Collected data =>
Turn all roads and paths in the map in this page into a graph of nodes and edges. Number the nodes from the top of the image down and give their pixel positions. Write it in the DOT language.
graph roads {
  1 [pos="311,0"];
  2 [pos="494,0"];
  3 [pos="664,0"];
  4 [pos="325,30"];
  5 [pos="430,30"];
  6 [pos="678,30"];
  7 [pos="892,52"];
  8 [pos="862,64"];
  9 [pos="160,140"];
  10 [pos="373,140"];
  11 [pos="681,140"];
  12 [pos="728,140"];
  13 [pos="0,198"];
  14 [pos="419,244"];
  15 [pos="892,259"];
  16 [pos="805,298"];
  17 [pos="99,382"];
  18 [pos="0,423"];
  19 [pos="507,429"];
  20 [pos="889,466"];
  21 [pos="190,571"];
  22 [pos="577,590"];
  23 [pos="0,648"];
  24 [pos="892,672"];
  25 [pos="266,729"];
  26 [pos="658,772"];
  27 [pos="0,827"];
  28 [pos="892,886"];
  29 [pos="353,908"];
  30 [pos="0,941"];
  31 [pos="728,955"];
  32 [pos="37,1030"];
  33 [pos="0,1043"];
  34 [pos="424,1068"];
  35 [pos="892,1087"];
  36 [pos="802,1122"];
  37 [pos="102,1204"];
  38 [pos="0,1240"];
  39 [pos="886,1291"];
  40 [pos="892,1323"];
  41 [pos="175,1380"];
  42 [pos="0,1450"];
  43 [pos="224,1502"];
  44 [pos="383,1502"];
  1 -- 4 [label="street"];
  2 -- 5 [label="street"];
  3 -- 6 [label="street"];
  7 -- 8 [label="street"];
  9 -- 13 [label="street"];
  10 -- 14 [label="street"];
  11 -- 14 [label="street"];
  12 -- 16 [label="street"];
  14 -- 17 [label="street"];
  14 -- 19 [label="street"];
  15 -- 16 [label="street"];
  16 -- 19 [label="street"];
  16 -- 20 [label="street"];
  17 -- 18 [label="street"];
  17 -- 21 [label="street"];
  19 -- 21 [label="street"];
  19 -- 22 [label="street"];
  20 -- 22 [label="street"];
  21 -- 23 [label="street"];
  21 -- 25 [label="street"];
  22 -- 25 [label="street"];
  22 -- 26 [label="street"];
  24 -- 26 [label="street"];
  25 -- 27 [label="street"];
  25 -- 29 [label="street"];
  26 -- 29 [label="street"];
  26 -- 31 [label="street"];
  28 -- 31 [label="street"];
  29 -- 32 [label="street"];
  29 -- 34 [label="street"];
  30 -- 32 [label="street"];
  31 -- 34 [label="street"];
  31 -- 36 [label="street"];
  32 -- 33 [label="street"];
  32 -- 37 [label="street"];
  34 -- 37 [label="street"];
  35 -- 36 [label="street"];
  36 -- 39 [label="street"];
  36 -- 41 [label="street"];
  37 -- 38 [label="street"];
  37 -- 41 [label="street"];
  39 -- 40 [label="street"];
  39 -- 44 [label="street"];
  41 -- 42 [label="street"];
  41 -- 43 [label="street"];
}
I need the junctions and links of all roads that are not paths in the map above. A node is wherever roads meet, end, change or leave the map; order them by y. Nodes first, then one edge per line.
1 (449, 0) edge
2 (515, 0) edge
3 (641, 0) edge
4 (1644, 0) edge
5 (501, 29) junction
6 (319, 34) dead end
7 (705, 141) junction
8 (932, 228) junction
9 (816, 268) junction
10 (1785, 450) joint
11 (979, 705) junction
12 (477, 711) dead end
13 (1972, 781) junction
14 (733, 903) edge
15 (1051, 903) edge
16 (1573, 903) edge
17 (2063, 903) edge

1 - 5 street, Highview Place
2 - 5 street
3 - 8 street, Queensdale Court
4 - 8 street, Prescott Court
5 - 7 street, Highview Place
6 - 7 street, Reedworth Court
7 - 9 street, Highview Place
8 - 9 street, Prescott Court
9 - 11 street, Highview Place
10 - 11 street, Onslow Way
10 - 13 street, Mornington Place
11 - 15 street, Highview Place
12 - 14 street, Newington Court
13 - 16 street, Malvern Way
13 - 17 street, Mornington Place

ABOUT THIS EXERCISE => However many lines the data holds, return each one exactly.

EXPECTED ANSWER =>
Turn all roads and paths in the map in this page into a graph of nodes and edges. Number the nodes from the top of the image down and give their pixel positions. Write it in the DOT language.
graph roads {
  1 [pos="311,0"];
  2 [pos="494,0"];
  3 [pos="664,0"];
  4 [pos="325,30"];
  5 [pos="430,30"];
  6 [pos="678,30"];
  7 [pos="892,52"];
  8 [pos="862,64"];
  9 [pos="160,140"];
  10 [pos="373,140"];
  11 [pos="681,140"];
  12 [pos="728,140"];
  13 [pos="0,198"];
  14 [pos="419,244"];
  15 [pos="892,259"];
  16 [pos="805,298"];
  17 [pos="99,382"];
  18 [pos="0,423"];
  19 [pos="507,429"];
  20 [pos="889,466"];
  21 [pos="190,571"];
  22 [pos="577,590"];
  23 [pos="0,648"];
  24 [pos="892,672"];
  25 [pos="266,729"];
  26 [pos="658,772"];
  27 [pos="0,827"];
  28 [pos="892,886"];
  29 [pos="353,908"];
  30 [pos="0,941"];
  31 [pos="728,955"];
  32 [pos="37,1030"];
  33 [pos="0,1043"];
  34 [pos="424,1068"];
  35 [pos="892,1087"];
  36 [pos="802,1122"];
  37 [pos="102,1204"];
  38 [pos="0,1240"];
  39 [pos="886,1291"];
  40 [pos="892,1323"];
  41 [pos="175,1380"];
  42 [pos="0,1450"];
  43 [pos="224,1502"];
  44 [pos="383,1502"];
  1 -- 4 [label="street"];
  2 -- 5 [label="street"];
  3 -- 6 [label="street"];
  7 -- 8 [label="street"];
  9 -- 13 [label="street"];
  10 -- 14 [label="street"];
  11 -- 14 [label="street"];
  12 -- 16 [label="street"];
  14 -- 17 [label="street"];
  14 -- 19 [label="street"];
  15 -- 16 [label="street"];
  16 -- 19 [label="street"];
  16 -- 20 [label="street"];
  17 -- 18 [label="street"];
  17 -- 21 [label="street"];
  19 -- 21 [label="street"];
  19 -- 22 [label="street"];
  20 -- 22 [label="street"];
  21 -- 23 [label="street"];
  21 -- 25 [label="street"];
  22 -- 25 [label="street"];
  22 -- 26 [label="street"];
  24 -- 26 [label="street"];
  25 -- 27 [label="street"];
  25 -- 29 [label="street"];
  26 -- 29 [label="street"];
  26 -- 31 [label="street"];
  28 -- 31 [label="street"];
  29 -- 32 [label="street"];
  29 -- 34 [label="street"];
  30 -- 32 [label="street"];
  31 -- 34 [label="street"];
  31 -- 36 [label="street"];
  32 -- 33 [label="street"];
  32 -- 37 [label="street"];
  34 -- 37 [label="street"];
  35 -- 36 [label="street"];
  36 -- 39 [label="street"];
  36 -- 41 [label="street"];
  37 -- 38 [label="street"];
  37 -- 41 [label="street"];
  39 -- 40 [label="street"];
  39 -- 44 [label="street"];
  41 -- 42 [label="street"];
  41 -- 43 [label="street"];
}
I need the junctions and links of all roads that are not paths in the map above. A node is wherever roads meet, end, change or leave the map; order them by y. Nodes first, then one edge per line.
1 (449, 0) edge
2 (515, 0) edge
3 (641, 0) edge
4 (1644, 0) edge
5 (501, 29) junction
6 (319, 34) dead end
7 (705, 141) junction
8 (932, 228) junction
9 (816, 268) junction
10 (1785, 450) joint
11 (979, 705) junction
12 (477, 711) dead end
13 (1972, 781) junction
14 (733, 903) edge
15 (1051, 903) edge
16 (1573, 903) edge
17 (2063, 903) edge

1 - 5 street, Highview Place
2 - 5 street
3 - 8 street, Queensdale Court
4 - 8 street, Prescott Court
5 - 7 street, Highview Place
6 - 7 street, Reedworth Court
7 - 9 street, Highview Place
8 - 9 street, Prescott Court
9 - 11 street, Highview Place
10 - 11 street, Onslow Way
10 - 13 street, Mornington Place
11 - 15 street, Highview Place
12 - 14 street, Newington Court
13 - 16 street, Malvern Way
13 - 17 street, Mornington Place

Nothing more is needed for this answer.